No, not Oberammergau or Spring Harvest; I mean the Christian Resources Exhibition from which I returned in May, staggering off the Waterloo train with armfuls of evangelical paper and plastic. I had heard of it, but never been; truly, the half was not told me.
It happens at the Sandown Park racecourse. I had not realised that the virus of betting on horses could spawn such a magnificent complex of absurd buildings and such spectacular views of Surrey suburbia - as if the Christians at Corinth had taken over the hilltop temple for their annual convention.
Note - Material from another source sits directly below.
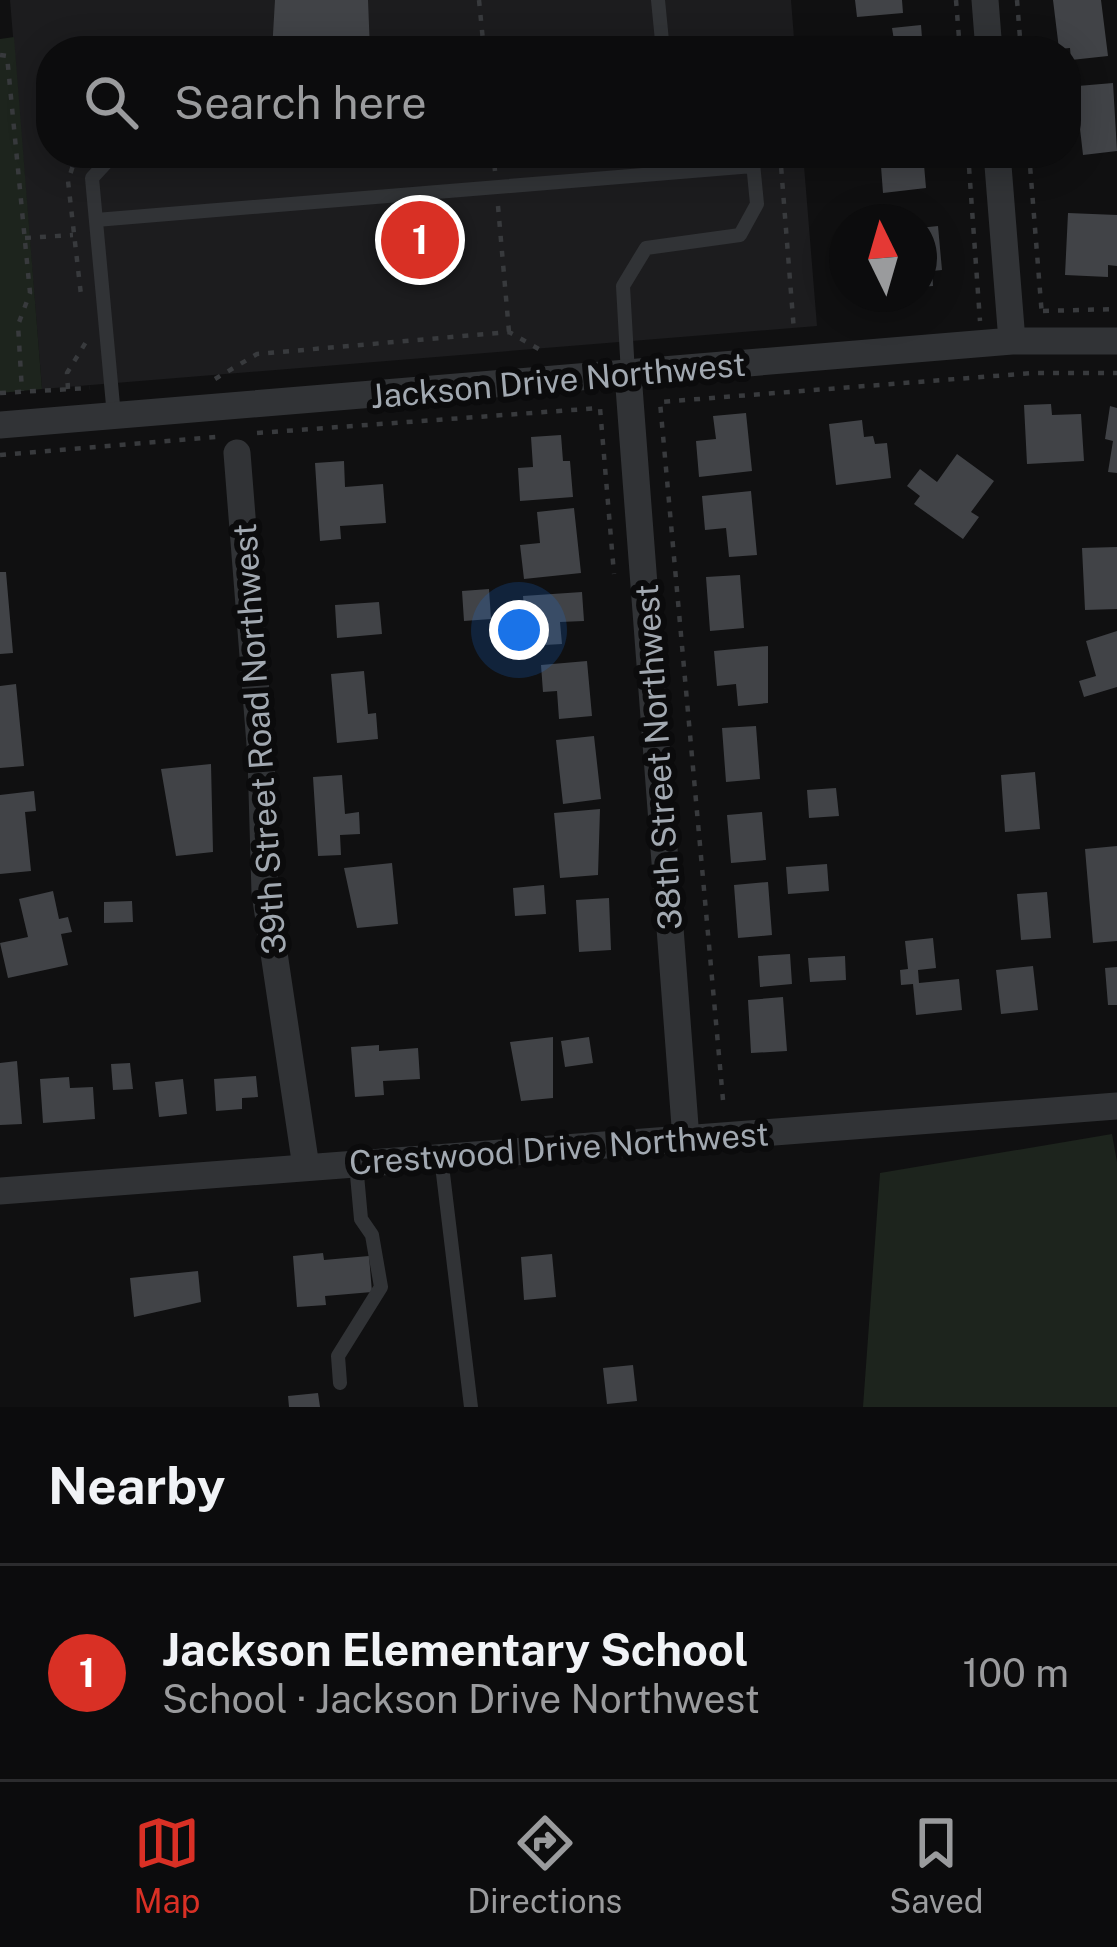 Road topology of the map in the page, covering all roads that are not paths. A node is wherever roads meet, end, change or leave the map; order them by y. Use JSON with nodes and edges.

This column deals with hymns. There were plenty. A fine text by Caryl Micklem crept into the 160-page Exhibition handbook. Down every aisle you could find hymns in books, hymns on tape, hymns on screen; instruments to play them on; microphones to sing them into; live singing, too, if you knew where to go. The London Emmanuel Choir and Garth Hewitt were there on the day I was, all sounding exactly as I remember them a century ago.
Although I harvested valuable material from all kinds of stalls, not least the Christian education display, it was hymns which drew me there. I was invited to the launch of a product which for once deserves the adjective 'unique'. It is called HymnQuest 2000; a CD-ROM from the Pratt Green Trust which had a double inauguration this year from two hymnwriting Anglicans, Timothy Dudley-Smith and Alan Luff.
In one point at least I resonate with the former. Bishop Timothy confessed publicly to what his friends already knew; he is not computer-literate. He writes with a fountain pen and uses blotting-paper. But even we can see the extra-ordinary usefulness of the little shiny silver disks which were on free offer afterwards. Insert one into your machine, press the right knobs, or mice, or whatever, and you have nearly 25,000 first lines on your screen (not simultaneously), for half of which the full text and its opening melody are available, the latter for ears as well as eyes.
HymnQuest also tells you who wrote the words and music; which books publish them; which Bible texts they allude to; what themes they cover, and much more. Or the other way round: which hymns illustrate Genesis 3 or Romans 5, or uses 8787 metre, or are by C.H. Spurgeon - biographical details provided. But you can't remember the first line? Never mind - tap in 'earthquake, wind and fire' and up come 'Dear Lord and father of mankind' and several more. Or you can't recall a single word, but the tune goes te tum te tum te tum? Play half a dozen notes with one virtual finger on the keyboard display, and here are the five hymns starting with that musical phrase. Yours comes second.
But who needs 25,000 hymns anyway? Here's the point. By judicious use of the right button, you and the CD-ROM together can settle on the one you specially need in almost no time at all. By some further cunning, the free sample (available while stocks last) contains the whole works, but self-destructs after 30 days. Or you buy it first. I cannot guarantee that keying in 'I love you, Lord' will not bring the whole civilised world to a standstill, including racing from Sandown Park, but they are working on that.
Meanwhile, thanks to 96 year-old Fred Pratt Green whose worldwide royalties made it all possible, and to Stainer and Bell of London N3 for pioneering it. There is more to come!